Jim Woodruff

Profile
- Position: End

Personal information
- Born: July 11, 1903 Johnson County, Nebraska
- Died: November 21, 2007 (aged 104) Tucson, Arizona
- Listed height: 6 ft 3 in (1.91 m)
- Listed weight: 210 lb (95 kg)

Career information
- High school: Hillsboro (IL)

Career history
- Chicago Cardinals (1926); Buffalo Bisons (1929);

Career statistics
- Games: 7

= Jim Woodruff =

American football player (1903–2007)

James Lee Woodruff (July 11, 1903 – November 21, 2007) was an American football player.

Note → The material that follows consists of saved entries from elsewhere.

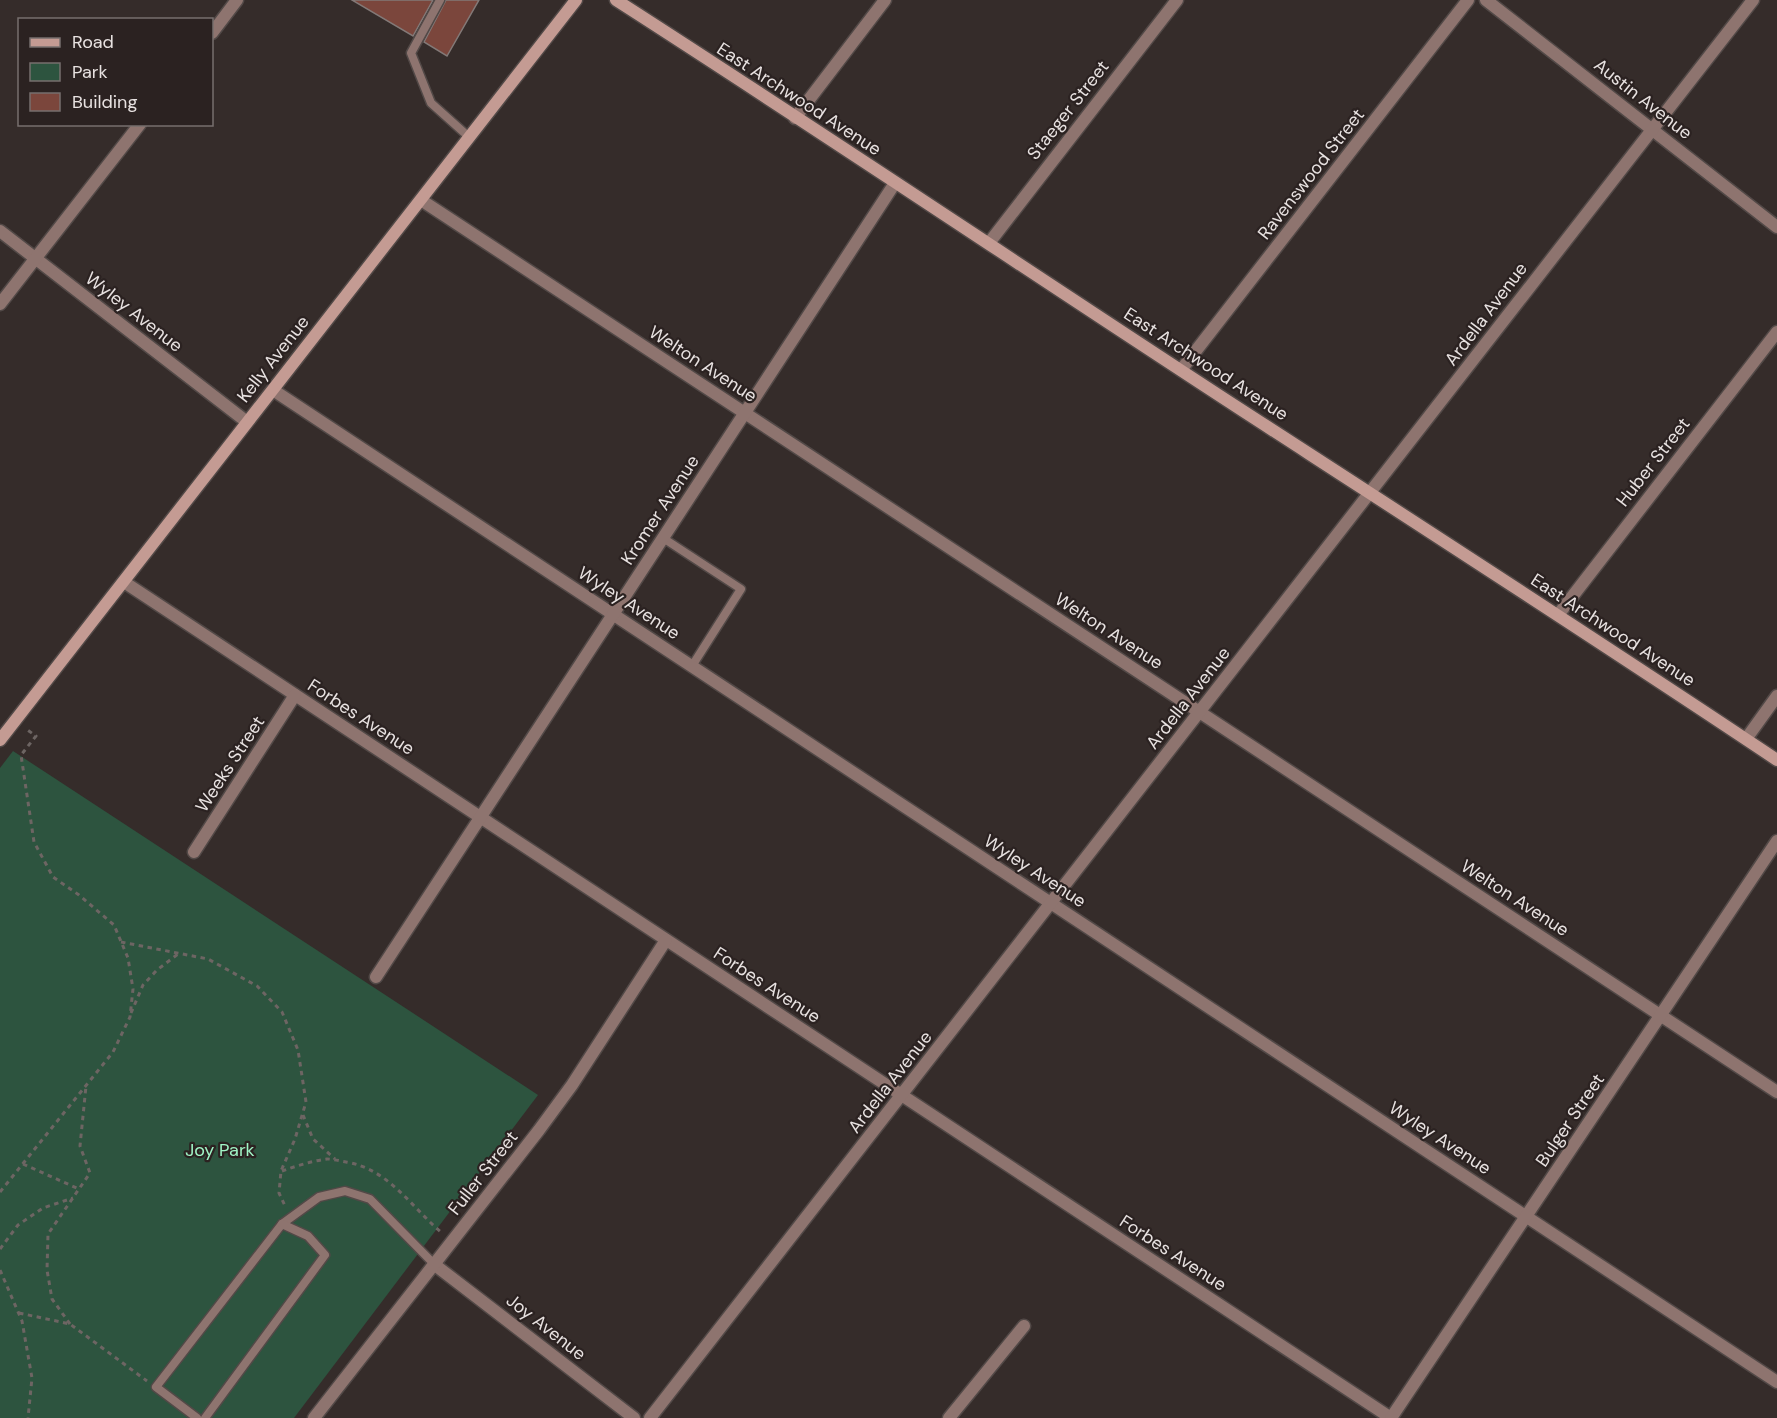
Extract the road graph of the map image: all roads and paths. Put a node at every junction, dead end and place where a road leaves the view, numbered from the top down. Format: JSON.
{"nodes":[{"id":1,"x":237,"y":0,"type":"edge"},
{"id":2,"x":440,"y":0,"type":"edge"},
{"id":3,"x":576,"y":0,"type":"edge"},
{"id":4,"x":616,"y":0,"type":"edge"},
{"id":5,"x":885,"y":0,"type":"edge"},
{"id":6,"x":1176,"y":0,"type":"edge"},
{"id":7,"x":1468,"y":0,"type":"edge"},
{"id":8,"x":1486,"y":0,"type":"edge"},
{"id":9,"x":1753,"y":0,"type":"edge"},
{"id":10,"x":213,"y":32,"type":"edge"},
{"id":11,"x":795,"y":118,"type":"junction"},
{"id":12,"x":138,"y":126,"type":"edge"},
{"id":13,"x":1653,"y":129,"type":"junction"},
{"id":14,"x":469,"y":137,"type":"junction"},
{"id":15,"x":895,"y":183,"type":"junction"},
{"id":16,"x":422,"y":200,"type":"junction"},
{"id":17,"x":1777,"y":227,"type":"edge"},
{"id":18,"x":0,"y":231,"type":"edge"},
{"id":19,"x":990,"y":243,"type":"junction"},
{"id":20,"x":34,"y":258,"type":"junction"},
{"id":21,"x":0,"y":304,"type":"edge"},
{"id":22,"x":1777,"y":332,"type":"edge"},
{"id":23,"x":1181,"y":370,"type":"junction"},
{"id":24,"x":273,"y":390,"type":"junction"},
{"id":25,"x":745,"y":412,"type":"junction"},
{"id":26,"x":247,"y":422,"type":"junction"},
{"id":27,"x":1371,"y":492,"type":"junction"},
{"id":28,"x":663,"y":538,"type":"junction"},
{"id":29,"x":124,"y":582,"type":"junction"},
{"id":30,"x":613,"y":614,"type":"junction"},
{"id":31,"x":1558,"y":615,"type":"junction"},
{"id":32,"x":692,"y":666,"type":"junction"},
{"id":33,"x":295,"y":695,"type":"junction"},
{"id":34,"x":1777,"y":696,"type":"edge"},
{"id":35,"x":1200,"y":712,"type":"junction"},
{"id":36,"x":15,"y":721,"type":"junction"},
{"id":37,"x":1746,"y":739,"type":"junction"},
{"id":38,"x":0,"y":740,"type":"edge"},
{"id":39,"x":1777,"y":760,"type":"edge"},
{"id":40,"x":480,"y":817,"type":"junction"},
{"id":41,"x":1777,"y":841,"type":"edge"},
{"id":42,"x":194,"y":852,"type":"dead end"},
{"id":43,"x":1051,"y":903,"type":"junction"},
{"id":44,"x":666,"y":940,"type":"junction"},
{"id":45,"x":121,"y":942,"type":"junction"},
{"id":46,"x":179,"y":953,"type":"junction"},
{"id":47,"x":376,"y":977,"type":"dead end"},
{"id":48,"x":1662,"y":1016,"type":"junction"},
{"id":49,"x":130,"y":1017,"type":"junction"},
{"id":50,"x":86,"y":1085,"type":"junction"},
{"id":51,"x":1777,"y":1092,"type":"edge"},
{"id":52,"x":902,"y":1096,"type":"junction"},
{"id":53,"x":303,"y":1115,"type":"junction"},
{"id":54,"x":336,"y":1160,"type":"dead end"},
{"id":55,"x":22,"y":1164,"type":"junction"},
{"id":56,"x":79,"y":1189,"type":"junction"},
{"id":57,"x":0,"y":1192,"type":"edge"},
{"id":58,"x":73,"y":1198,"type":"junction"},
{"id":59,"x":291,"y":1217,"type":"junction"},
{"id":60,"x":1527,"y":1217,"type":"junction"},
{"id":61,"x":282,"y":1224,"type":"junction"},
{"id":62,"x":0,"y":1249,"type":"edge"},
{"id":63,"x":435,"y":1265,"type":"junction"},
{"id":64,"x":0,"y":1270,"type":"edge"},
{"id":65,"x":19,"y":1314,"type":"junction"},
{"id":66,"x":70,"y":1324,"type":"junction"},
{"id":67,"x":1024,"y":1326,"type":"dead end"},
{"id":68,"x":1777,"y":1382,"type":"edge"},
{"id":69,"x":156,"y":1387,"type":"junction"},
{"id":70,"x":28,"y":1418,"type":"edge"},
{"id":71,"x":197,"y":1418,"type":"edge"},
{"id":72,"x":204,"y":1418,"type":"edge"},
{"id":73,"x":314,"y":1418,"type":"edge"},
{"id":74,"x":634,"y":1418,"type":"edge"},
{"id":75,"x":650,"y":1418,"type":"edge"},
{"id":76,"x":949,"y":1418,"type":"edge"},
{"id":77,"x":1391,"y":1418,"type":"edge"}],
"edges":[{"from":1,"to":10,"type":"street"},
{"from":2,"to":14,"type":"lane"},
{"from":3,"to":14,"type":"main road","name":"Kelly Avenue"},
{"from":4,"to":11,"type":"main road","name":"East Archwood Avenue"},
{"from":5,"to":11,"type":"street"},
{"from":6,"to":19,"type":"street","name":"Staeger Street"},
{"from":7,"to":23,"type":"street","name":"Ravenswood Street"},
{"from":8,"to":13,"type":"street","name":"Austin Avenue"},
{"from":9,"to":13,"type":"street","name":"Ardella Avenue"},
{"from":11,"to":15,"type":"main road","name":"East Archwood Avenue"},
{"from":12,"to":20,"type":"street"},
{"from":13,"to":17,"type":"street","name":"Austin Avenue"},
{"from":13,"to":27,"type":"street","name":"Ardella Avenue"},
{"from":14,"to":16,"type":"main road","name":"Kelly Avenue"},
{"from":15,"to":19,"type":"main road","name":"East Archwood Avenue"},
{"from":15,"to":25,"type":"street","name":"Kromer Avenue"},
{"from":16,"to":24,"type":"main road","name":"Kelly Avenue"},
{"from":16,"to":25,"type":"street","name":"Welton Avenue"},
{"from":18,"to":20,"type":"street","name":"Wyley Avenue"},
{"from":19,"to":23,"type":"main road","name":"East Archwood Avenue"},
{"from":20,"to":21,"type":"street"},
{"from":20,"to":26,"type":"street","name":"Wyley Avenue"},
{"from":22,"to":31,"type":"street","name":"Huber Street"},
{"from":23,"to":27,"type":"main road","name":"East Archwood Avenue"},
{"from":24,"to":26,"type":"main road","name":"Kelly Avenue"},
{"from":24,"to":30,"type":"street","name":"Wyley Avenue"},
{"from":25,"to":28,"type":"street","name":"Kromer Avenue"},
{"from":25,"to":35,"type":"street","name":"Welton Avenue"},
{"from":26,"to":29,"type":"main road","name":"Kelly Avenue"},
{"from":27,"to":31,"type":"main road","name":"East Archwood Avenue"},
{"from":27,"to":35,"type":"street","name":"Ardella Avenue"},
{"from":28,"to":30,"type":"street","name":"Kromer Avenue"},
{"from":28,"to":32,"type":"lane"},
{"from":29,"to":33,"type":"street","name":"Forbes Avenue"},
{"from":29,"to":36,"type":"main road","name":"Kelly Avenue"},
{"from":30,"to":32,"type":"street","name":"Wyley Avenue"},
{"from":30,"to":40,"type":"street","name":"Kromer Avenue"},
{"from":31,"to":37,"type":"main road","name":"East Archwood Avenue"},
{"from":32,"to":43,"type":"street","name":"Wyley Avenue"},
{"from":33,"to":40,"type":"street","name":"Forbes Avenue"},
{"from":33,"to":42,"type":"street","name":"Weeks Street"},
{"from":34,"to":37,"type":"street"},
{"from":35,"to":43,"type":"street","name":"Ardella Avenue"},
{"from":35,"to":48,"type":"street","name":"Welton Avenue"},
{"from":36,"to":38,"type":"main road","name":"Kelly Avenue"},
{"from":36,"to":45,"type":"path"},
{"from":37,"to":39,"type":"main road","name":"East Archwood Avenue"},
{"from":40,"to":44,"type":"street","name":"Forbes Avenue"},
{"from":40,"to":47,"type":"street","name":"Kromer Avenue"},
{"from":41,"to":48,"type":"street","name":"Bulger Street"},
{"from":43,"to":52,"type":"street","name":"Ardella Avenue"},
{"from":43,"to":60,"type":"street","name":"Wyley Avenue"},
{"from":44,"to":52,"type":"street","name":"Forbes Avenue"},
{"from":44,"to":63,"type":"street","name":"Fuller Street"},
{"from":45,"to":46,"type":"path"},
{"from":45,"to":49,"type":"path"},
{"from":46,"to":49,"type":"path"},
{"from":46,"to":53,"type":"path"},
{"from":48,"to":51,"type":"street","name":"Welton Avenue"},
{"from":48,"to":60,"type":"street","name":"Bulger Street"},
{"from":49,"to":50,"type":"path"},
{"from":50,"to":55,"type":"path"},
{"from":50,"to":56,"type":"path"},
{"from":52,"to":75,"type":"street","name":"Ardella Avenue"},
{"from":52,"to":77,"type":"street","name":"Forbes Avenue"},
{"from":53,"to":54,"type":"path"},
{"from":53,"to":59,"type":"path"},
{"from":55,"to":56,"type":"path"},
{"from":55,"to":57,"type":"path"},
{"from":56,"to":58,"type":"path"},
{"from":58,"to":62,"type":"path"},
{"from":58,"to":66,"type":"path"},
{"from":59,"to":61,"type":"lane"},
{"from":59,"to":63,"type":"lane"},
{"from":60,"to":68,"type":"street","name":"Wyley Avenue"},
{"from":60,"to":77,"type":"street","name":"Bulger Street"},
{"from":61,"to":69,"type":"lane"},
{"from":61,"to":72,"type":"lane"},
{"from":63,"to":73,"type":"street","name":"Fuller Street"},
{"from":63,"to":74,"type":"street","name":"Joy Avenue"},
{"from":64,"to":65,"type":"path"},
{"from":65,"to":66,"type":"path"},
{"from":65,"to":70,"type":"path"},
{"from":66,"to":69,"type":"path"},
{"from":67,"to":76,"type":"street"},
{"from":69,"to":71,"type":"lane"}]}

Woodruff was born in 1903 (although some sources give 1905) in Johnson County, Nebraska. He grew up and attended high school in Hillsboro, Illinois. He attended the University of Illinois.

Woodruff played professional football in the National Football League (NFL) as an end and tackle for the Chicago Cardinals in 1926 and the Buffalo Bisons in 1929. He appeared in seven NFL games, five as a starter. He scored one touchdown during the 1929 season.

Woodruff served as the President of the Illinois Funeral Directors Association. He died in 2007 in Tucson, Arizona. He is said to have been the longest lived NFL player in history.